Family businesses possess great strengths — and potentially devastating weaknesses.  One weakness involves the challenge of planning for a day when some or all family members leave the business.

On November 1, 2009, the  New York  Times ran an article by Charles V. Bagli titled “Flipping a Coin, Dividing an Empire.”  In it, he described the buy-out agreement of three Elghanayan brothers to divide up a $3 billion real estate empire built over four decades.  Mr. Bagli captured the situation in a nutshell: “Compared with property breakups of some other New York real estate families — often long, messy affairs replete with blood feuds, lawsuits and ugly recriminations — the Elghanayan brothers’ split has been relatively swift, smooth, and secretive.”

The brothers had drawn up a detailed partnership agreement after they were forced, twenty years ago, to resort to binding arbitration (with their father serving as arbitrator) to resolve a family business conflict when a fourth brother left the family business. The process they created involved a coin toss, a reverse auction, and other details based on game theory principles.

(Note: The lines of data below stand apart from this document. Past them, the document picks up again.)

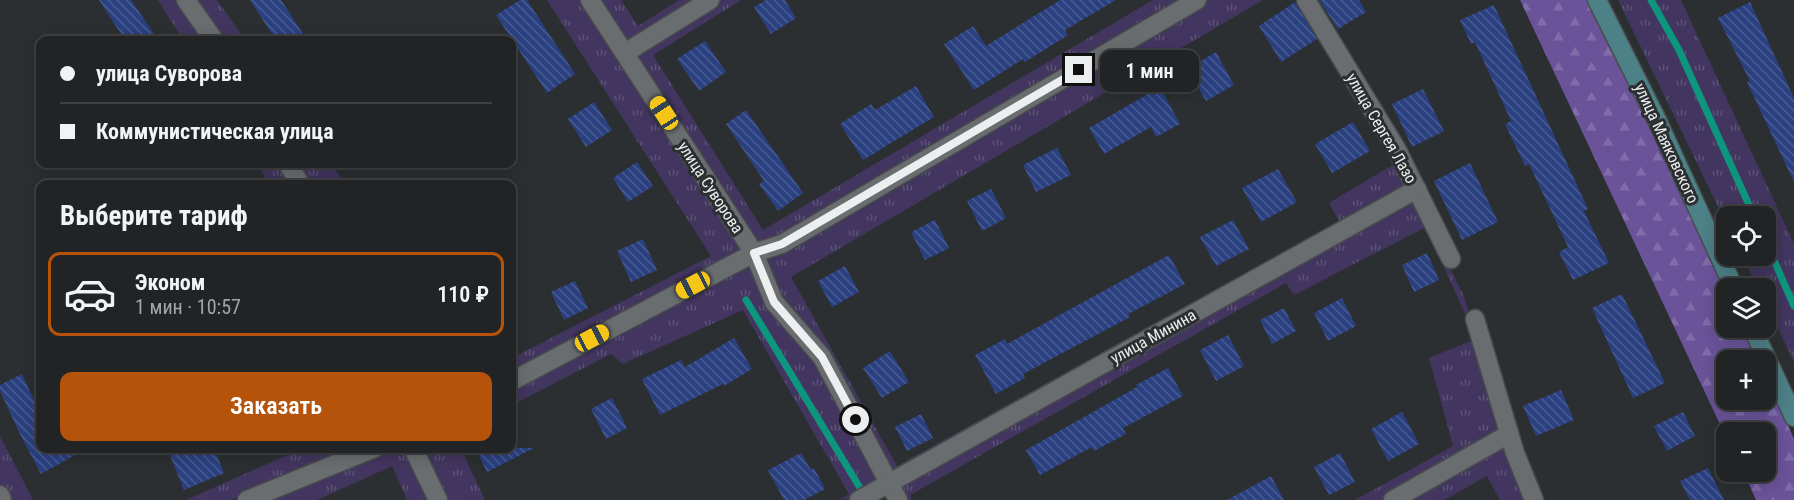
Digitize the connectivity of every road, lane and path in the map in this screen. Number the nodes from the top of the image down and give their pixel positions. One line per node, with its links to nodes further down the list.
1 (186, 0): 7 (street)
2 (590, 0): 8 (street, улица Суворова)
3 (710, 0): 8 (street)
4 (1197, 0): 10 (street)
5 (1306, 0): 9 (street, улица Сергея Лазо)
6 (1597, 0): 12 (main road, улица Маяковского)
7 (211, 36)
8 (625, 53): 10 (street, улица Суворова)
9 (1417, 189): 11 (street, улица Сергея Лазо); 20 (street, улица Минина)
10 (754, 253): 15 (street); 20 (street, улица Суворова)
11 (1451, 259)
12 (1729, 278)
13 (1476, 319): 17 (street)
14 (1757, 338): 16 (main road)
15 (516, 379)
16 (1794, 417)
17 (1509, 434): 27 (street); 28 (street)
18 (363, 453): 23 (street)
19 (415, 453): 24 (street)
20 (890, 483): 25 (street, улица Минина); 26 (street, улица Суворова)
21 (0, 495): 22 (street)
22 (3, 500)
23 (247, 500)
24 (438, 500)
25 (859, 500)
26 (898, 500)
27 (1393, 500)
28 (1534, 500)

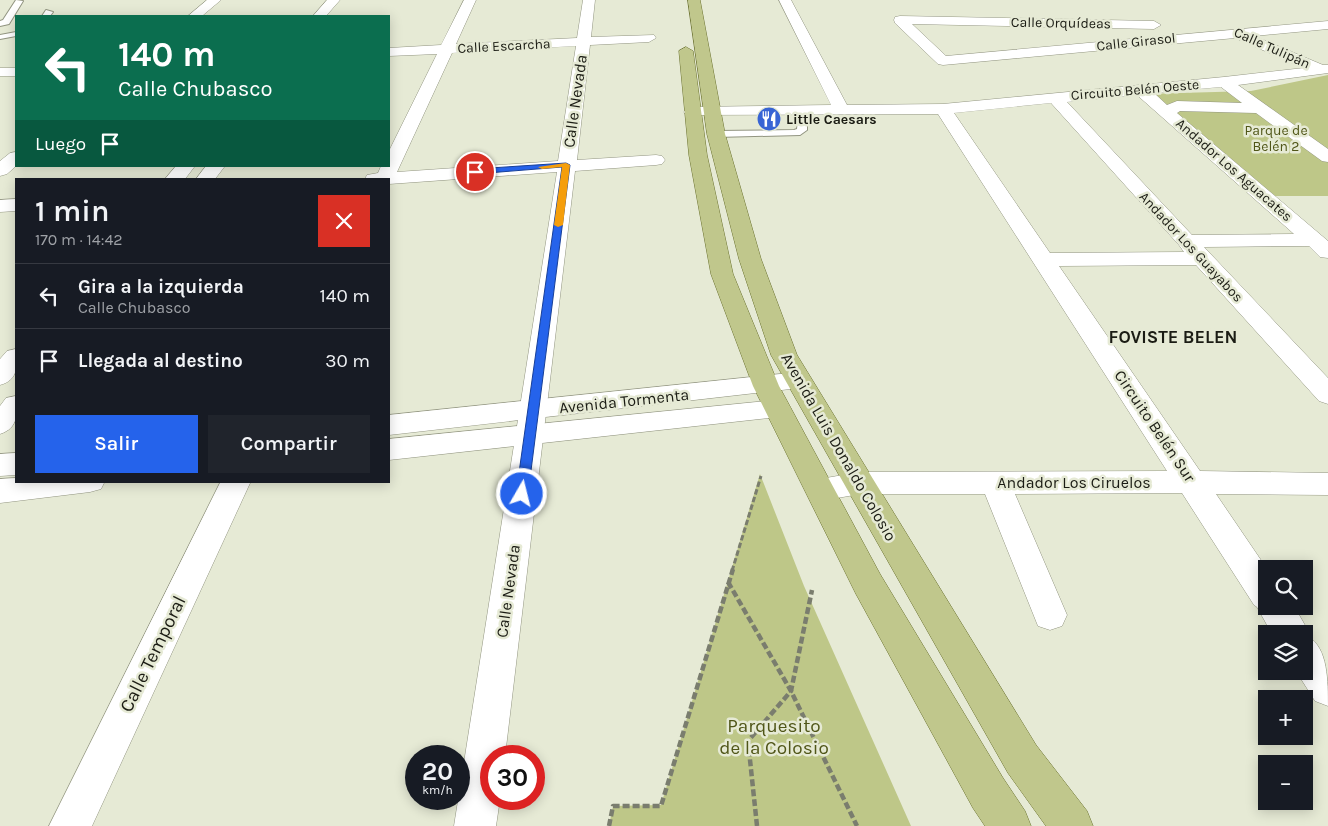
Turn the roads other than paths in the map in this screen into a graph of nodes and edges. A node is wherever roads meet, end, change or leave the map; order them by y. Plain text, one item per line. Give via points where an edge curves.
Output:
1 (214, 0) edge
2 (334, 0) edge
3 (470, 0) edge
4 (589, 0) edge
5 (677, 0) edge
6 (694, 0) edge
7 (785, 0) edge
8 (20, 1) edge
9 (9, 5) dead end
10 (195, 15) edge
11 (320, 15) edge
12 (2, 21) edge
13 (1328, 25) edge
14 (1221, 26) joint
15 (1235, 32) junction
16 (15, 34) edge
17 (0, 37) edge
18 (649, 38) dead end
19 (583, 41) junction
20 (447, 49) junction
21 (390, 52) edge
22 (943, 60) joint
23 (1319, 71) edge
24 (1224, 82) junction
25 (1328, 85) edge
26 (1139, 89) junction
27 (1055, 98) junction
28 (1260, 108) junction
29 (943, 109) junction
30 (802, 111) junction
31 (842, 112) junction
32 (1168, 112) junction
33 (707, 119) junction
34 (1328, 157) edge
35 (15, 158) edge
36 (390, 160) edge
37 (656, 160) dead end
38 (566, 165) junction
39 (185, 167) edge
40 (215, 167) edge
41 (0, 170) edge
42 (175, 178) edge
43 (206, 178) edge
44 (381, 178) edge
45 (15, 205) edge
46 (0, 206) edge
47 (1186, 241) junction
48 (1321, 246) edge
49 (1202, 258) junction
50 (1044, 260) junction
51 (15, 358) edge
52 (0, 376) edge
53 (799, 381) junction
54 (1328, 395) edge
55 (771, 398) junction
56 (15, 406) edge
57 (532, 422) junction
58 (0, 424) edge
59 (390, 425) edge
60 (390, 450) edge
61 (15, 464) edge
62 (0, 465) edge
63 (995, 482) junction
64 (1192, 482) junction
65 (72, 483) edge
66 (235, 483) edge
67 (860, 483) junction
68 (1328, 484) edge
69 (820, 490) junction
70 (0, 491) edge
71 (1258, 583) edge
72 (1050, 615) dead end
73 (1313, 666) edge
74 (1328, 688) edge
75 (70, 826) edge
76 (475, 826) edge
77 (1010, 826) edge
78 (1072, 826) edge

1 - 10 street
2 - 11 street
3 - 20 street
4 - 19 street, Calle Nevada
5 - 33 main road
6 - 33 main road, Avenida Luis Donaldo Colosio
7 - 31 street
8 - 9 lane
8 - 12 lane
13 - 15 street, Calle Girasol
14 - 15 street, Calle Tulipán
14 - 22 street, Calle Orquídeas via 900,20
15 - 22 street, Calle Girasol
15 - 23 street, Calle Tulipán
16 - 17 lane
18 - 19 street, Calle Escarcha
19 - 20 street, Calle Escarcha
19 - 38 street, Calle Nevada
20 - 21 street, Calle Escarcha
20 - 36 street
23 - 24 street, Circuito Belén Oeste
23 - 25 street, Calle Tulipán
24 - 26 street, Circuito Belén Oeste
24 - 28 street
26 - 27 street, Circuito Belén Oeste
26 - 32 street, Andador Los Aguacates
27 - 29 street, Circuito Belén Oeste
27 - 47 street, Andador Los Guayabos
28 - 32 street via 1177,106
28 - 34 street
29 - 31 street, Circuito Belén Oeste
29 - 50 street, Circuito Belén Sur
30 - 31 street, Circuito Belén Oeste
30 - 33 street, Circuito Belén Oeste
30 - 33 lane via 802,130 796,133
32 - 48 street, Andador Los Aguacates
33 - 53 main road, Avenida Luis Donaldo Colosio via 750,259 784,355
33 - 55 main road via 698,155 722,274
35 - 41 street
37 - 38 street
38 - 44 street
38 - 57 street, Calle Nevada
39 - 42 street
40 - 43 street
45 - 46 street
47 - 48 street
47 - 49 street, Andador Los Guayabos
49 - 50 street
49 - 54 street, Andador Los Guayabos
50 - 64 street, Circuito Belén Sur
51 - 52 street
53 - 55 street, Avenida Tormenta
53 - 67 main road, Avenida Luis Donaldo Colosio
55 - 57 street, Avenida Tormenta
55 - 69 main road
56 - 58 street
57 - 59 street, Avenida Tormenta
57 - 60 street, Avenida Tormenta
57 - 76 street, Calle Nevada
61 - 62 street
63 - 64 street, Andador Los Ciruelos
63 - 67 street, Andador Los Ciruelos
63 - 72 street
64 - 68 street, Andador Los Ciruelos
64 - 71 street, Circuito Belén Sur
65 - 70 street
66 - 75 street, Calle Temporal
67 - 69 street, Andador Los Ciruelos
67 - 78 main road, Avenida Luis Donaldo Colosio via 1022,759
69 - 77 main road via 868,584
73 - 74 street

Even that detailed process proceeded with horse-trading, some tension, and  some sadness.  But, by planning ahead and creating a process that they understood and freely adopted, the brothers did some valuable conflict management. They reduced the scope and severity of a potential family wealth conflict and then, when the agreement was needed, they had a far easier conflict to resolve. One that they could put to rest without destroying their wealth, their company, or their family.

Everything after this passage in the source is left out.